Si consideramos que muchos de nosotros nos sentimos agobiados o perseguidos por el régimen bolivariano, o simplemente nos consideramos menesterosos por la precariedad económica que nos golpea y por la escandalosa hiperinflación desatada por la incompetencia de quienes tienen en sus manos los destinos venezolanos, podemos inferir que nos estamos consumiendo en un asilo que es el propio país. Pero el manicomio será el lugar que le conviene a quienes actúan como enajenados manejando la economía del país. Vuelvo a decirlo: somos unos menesterosos asilados en un lugar del mundo que se llama Venezuela, la otrora sucursal del cielo. Si agregamos las amarguras que sufrimos cuando nuestras familias abandonan sus casas y nos sumamos a la tragedia de la diáspora y a las incertidumbres del exilio que les espera, la imagen será la de estar confinados en el narcoestado bolivariano. Será como vivir en una isla pero dentro de una cárcel, como le ocurrió a Reinaldo Arenas: opositor político, homosexual y escritor rebelde, pudriéndose en el Morro o en alguna mazmorra. Le tocó ser tres veces isla en una isla aislada en un mundo que no ha dejado de agonizar en el mar de la felicidad.
Al quedar viudo, a una edad avanzada, comprendí que el mejor asilo para dejar correr mis últimos años es mi casa; allí me muevo con los ojos cerrados porque sé dónde se encuentran las cosas y me siento libre de comportarme a mi manera, es decir, ir y venir, levantarme a ninguna hora precisa; tener música a mi alcance; libros, películas; escribir y, tardíamente, lo sé, tratar de encontrarme a mí mismo.
En mi casa, la energía fluirá libremente. Nadie me inducirá, como en las películas, a tomar una pastilla o beber unas gotas destinadas a doblegarme hasta quedar catatónico o a seguir normas, horarios e instrucciones impuestos por la dirección del asilo o de la Residencia.
Y me escaparé de mi casa las veces que se me antoje, bien sea por la puerta de la calle o por el pensamiento y regresaré lleno de júbilo con el ardor de la vida en mi aliento y abriré y cerraré armarios, gavetas y alacenas sin dar explicaciones; moveré muebles, modificaré la decoración y en mi imaginación escucharé cantar a la alondra; hablaré con mis amigos y contemplaré y regaré los helechos de mi jardín.
Jamás estaré solo porque descubrí, al no más morir mi mujer después de haber compartido mi vida con ella durante más de cincuenta años y conocer juntos los abismos del amor, que ella me sigue acompañando; solo que mudó para el día siguiente su fecha de nacimiento para no coincidir con el cumpleaños de Blanca Ibáñez y cambió de nombre en el último momento: en lugar de Belén se llama ahora Soledad.
Me imagino en el interior de un asilo de ancianos y me crispa verme en él junto a seres desahuciados, languideciendo sin memoria, chapoteando en una tristeza antigua y sin resplandor.
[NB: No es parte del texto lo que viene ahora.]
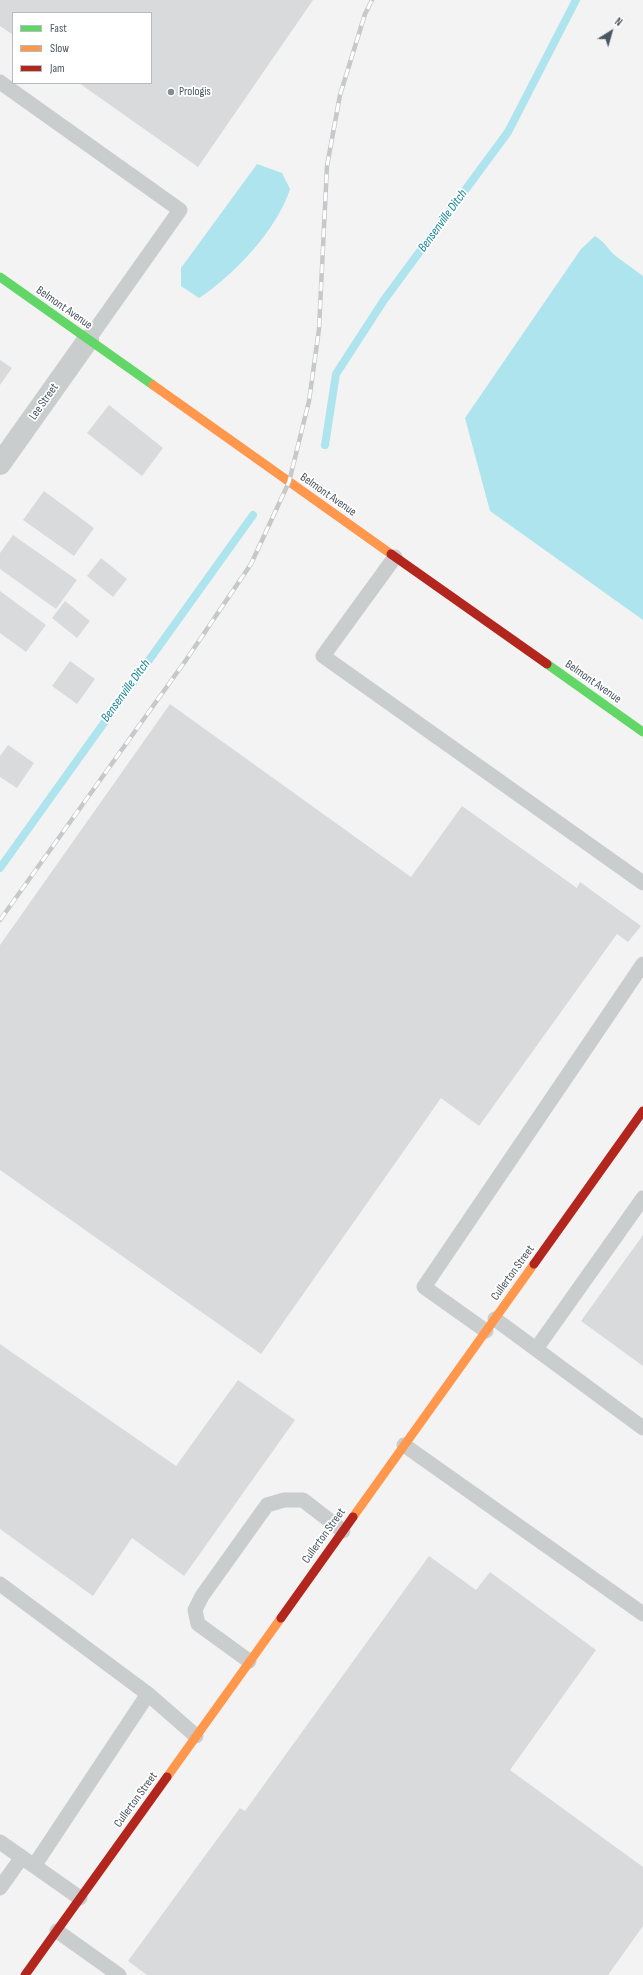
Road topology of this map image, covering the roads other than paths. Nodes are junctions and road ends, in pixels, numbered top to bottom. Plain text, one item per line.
1 (0, 82) edge
2 (0, 277) edge
3 (88, 340) junction
4 (0, 464) edge
5 (395, 557) junction
6 (643, 732) edge
7 (643, 883) edge
8 (643, 964) edge
9 (643, 1111) edge
10 (643, 1198) edge
11 (495, 1319) junction
12 (486, 1331) junction
13 (536, 1349) junction
14 (643, 1428) edge
15 (404, 1445) junction
16 (343, 1531) junction
17 (0, 1584) edge
18 (643, 1614) edge
19 (249, 1661) junction
20 (148, 1694) junction
21 (196, 1736) junction
22 (0, 1842) edge
23 (28, 1862) junction
24 (0, 1888) edge
25 (80, 1898) junction
26 (57, 1931) junction
27 (25, 1975) edge
28 (119, 1975) edge

1 - 3 lane
2 - 3 street, Belmont Avenue
3 - 4 street, Lee Street
3 - 5 street, Belmont Avenue
5 - 6 street, Belmont Avenue
5 - 7 lane
8 - 12 lane
9 - 11 street, Cullerton Street
10 - 13 lane
11 - 12 street, Cullerton Street
11 - 13 lane
12 - 15 street, Cullerton Street
13 - 14 lane
15 - 16 street, Cullerton Street
15 - 18 lane
16 - 19 street, Cullerton Street
16 - 19 lane
17 - 20 lane
19 - 21 street, Cullerton Street
20 - 21 lane
20 - 23 lane
21 - 25 street, Cullerton Street
22 - 23 lane
23 - 24 lane
23 - 25 lane
25 - 26 street, Cullerton Street
26 - 27 street, Cullerton Street
26 - 28 lane

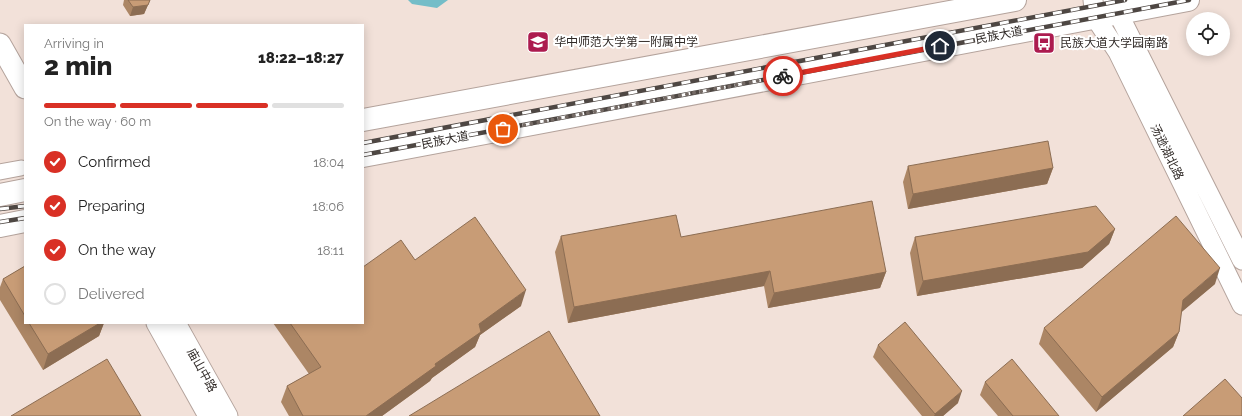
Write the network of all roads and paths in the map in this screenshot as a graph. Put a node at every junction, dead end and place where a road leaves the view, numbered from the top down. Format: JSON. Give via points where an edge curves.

Como si Anton Chejov, convertido en el doctor Andrei Efímich Raguin, estuviese en el asilo y no en la sala seis del hospital rural que alberga a los locos. Y no será, precisamente, en un asilo o en la Residencia de ancianos donde voy a iniciar el largo camino que habré de emprender cuando deba navegar hacia la oscuridad. Lo haré desde mi casa y será una suerte para mis hijos porque podrán liberarse de la presunta obligación o responsabilidad de cargar con mis manías y artimañas de viejo y podrán rehacer sus vidas en el país que sabrán elegir.
Para entonces habré conseguido no una enfermera porque no sabría resistir su fingido afecto llamándome “mi amor” o diciéndome “abuelito”, sino alguien que en verdad quisiera cuidarme y consolarme de mis achaques sin sentirse protagonista en el último acto de esta melancólica pieza teatral.